Дело теперь пошло быстро. Выяснилось, что модуль не виснет, а просто перестает слать сообщения, если не получает с шины сообщения с ID 501.
Собственно, на MMH человек спрашивал, как ему сбросить пробег. Пробег можно сбросить в 0 поменяв VIN. Конкретно для него приложил текстовый файл с сессией UDS, которая это делает при помощи стандартных методов. Никаких хаков, никаких секретов, никаких патчей в памяти и другой нелегальщины (можно ему отправить, если кто там может писать).
В этой сессии можно заметить, что мы получаем SEED (64 бита = 8 байт), и отправляем пароль такой же длинны в ответ. Увы, и сид, и пароль жестко зашиты в прошивке. С одной стороны, это значит, что купив раз лицензию на свой мотоцикл (и получив пароль), можно его использовать и в другом софте. Он постоянный.
С другой, мы не знаем, как генерируются пароли, и взять алгоритм нам негде. Это может быть CRC64 с каким-то смещением, это может быть отрезанный MD5, это может быть все, что угодно. Это может быть CRC64 от MD5. Единственное, что мы можем знать, это что алгоритм не использует ни VIN, ни какие-либо еще данные, привязанные к конкретной прошивке или мотоциклу.

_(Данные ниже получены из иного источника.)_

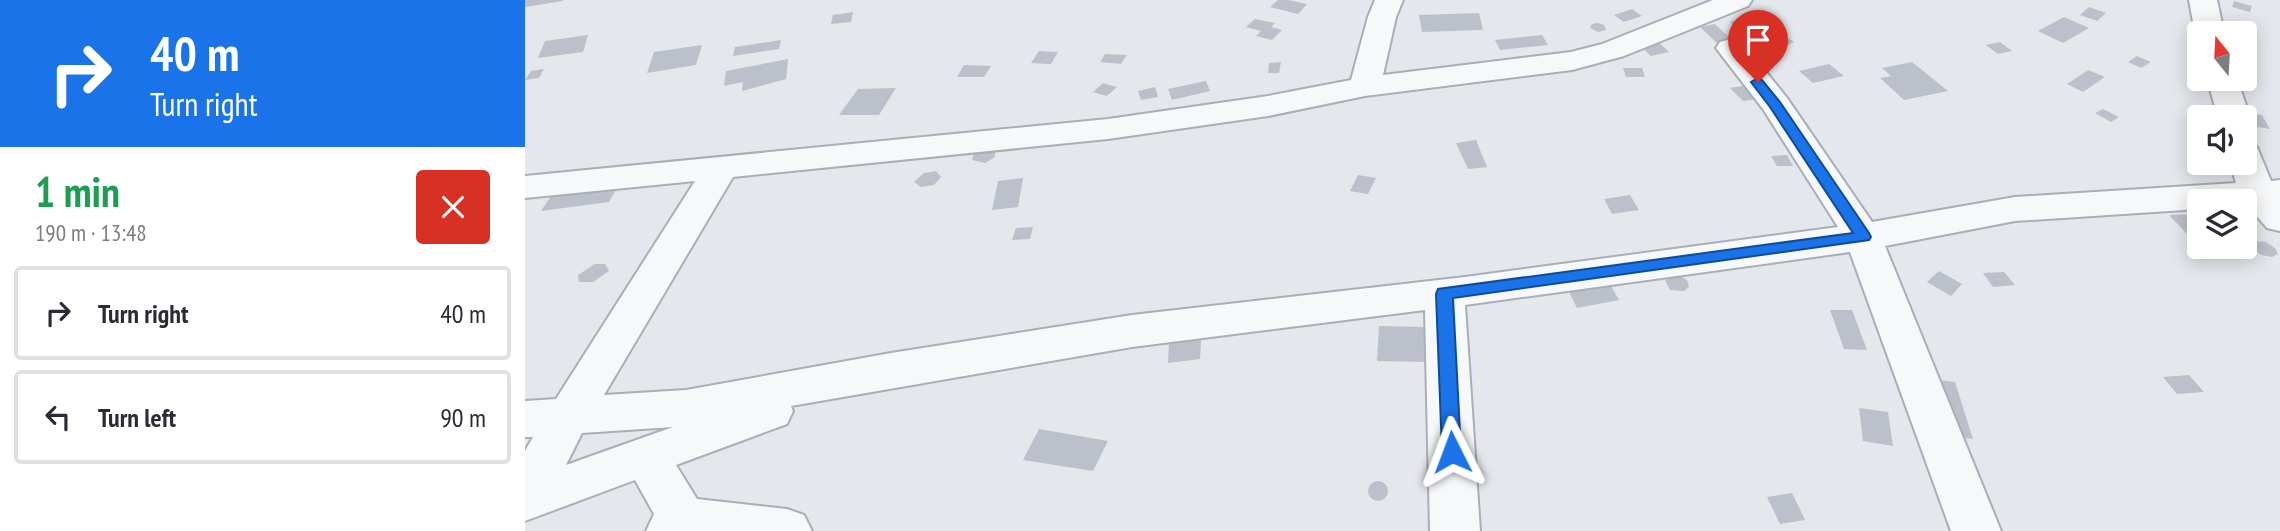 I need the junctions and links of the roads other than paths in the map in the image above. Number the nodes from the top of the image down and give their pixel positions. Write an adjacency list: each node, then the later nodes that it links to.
1 (1389, 0): 6 (street)
2 (1738, 0): 6 (street)
3 (2203, 0): 4 (street)
4 (2207, 21)
5 (1731, 48): 11 (street)
6 (1365, 87): 7 (street)
7 (722, 166): 9 (street); 14 (street)
8 (2257, 175): 10 (street)
9 (525, 187)
10 (2272, 201): 11 (street)
11 (1863, 237): 12 (street); 21 (street)
12 (1444, 294): 13 (street); 20 (street)
13 (869, 375): 14 (street); 16 (street)
14 (568, 417): 15 (street); 17 (street)
15 (525, 419)
16 (646, 457): 17 (street); 18 (street)
17 (525, 497)
18 (677, 525): 19 (street)
19 (787, 531)
20 (1455, 531)
21 (1976, 531)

Но если умеете читать дампы, найдете и сид и пароль:
8001C000: 00 00 00 00-00 37 05 00-27 20 32 15-00 0A 78 B5 7¦ ' 2§ 0x¦
8001C010: 01 00 00 00-00 00 00 00-00 00 00 00-00 00 00 00 O
8001C020: >1F A8 B1 11-1F BE FE F6-4E C4 01 BB-51 C3 E1 9A< Ўи-<Ў-¦ЎN-O¬Q+сЪ
8001C030: 51 21 52 00-00 00 00 36-30 37 30 30-30 31 34 00 Q!R 60700014
8001C040: 00 00 00 35-36 31 31 30-30 31 34>F4-3D 80 2E 83 56110014Ї=А.Г
8001C050: 96 CA A6 D3-2D A4 85 03-16 99 2A<39-32 31 30 32 Ц¦жL-дЕ¦-Щ*92102
8001C060: 32 30 32 02-30 29 20 31-05 00 00 00-00 00 00 00 202O0) 1¦
Лежат они вот по этим адресам (ниже данные с трех прошивок, что у меня есть):
Seed #1 8001c020 (2) Password #1 8001c053
ECU1: 1f a8 b1 11 1f be fe f6 ECU1: d3 2d a4 85 03 16 99 2a
ECU2: b8 df 49 81 b3 5c f1 a3 ECU2: 3b 39 74 53 17 bf 12 20
ECU3: B5 C8 30 FC-00 28 5B 54 ECU3: 3F-71 63 2C 83-68 7E DF
Seed #2: 8001c028 (4) Password #2: 8001c04b
ECU1: 4e c4 01 bb 51 c3 e1 9a ECU1: f4 3d 80 2e 83 96 ca a6
ECU2: 2c e6 d8 77 c8 97 6d b6 ECU2: 4a 85 8c 55 4e 28 dc df
ECU3: 59 E7 D9 0E-6E 54 C3 02 ECU3: 91-69 C4 B7 00 94 01 F6
ECU3 от Геннадия Григорьевича. По CAN, если посмотреть приложенный текстовый файл, сид и пароль передаются в обратном порядке, чем хранятся в ROM. Идентификаторы рядом в ROM (410000706, 41001165 и дата 20220129) тоже хранятся в обратном порядке. Не знаю, почему так, но если кто будет брутфорсить, я бы seed 1 ecu 1 рассматривал как 0x1fa8b1111fbefef6 (1F - старший байт, а не младший).
Если кто ломанет - чирканите по секрету, что там за алгоритм, любопытно же.
но если что-то конкретное интересует, попробую расковырять.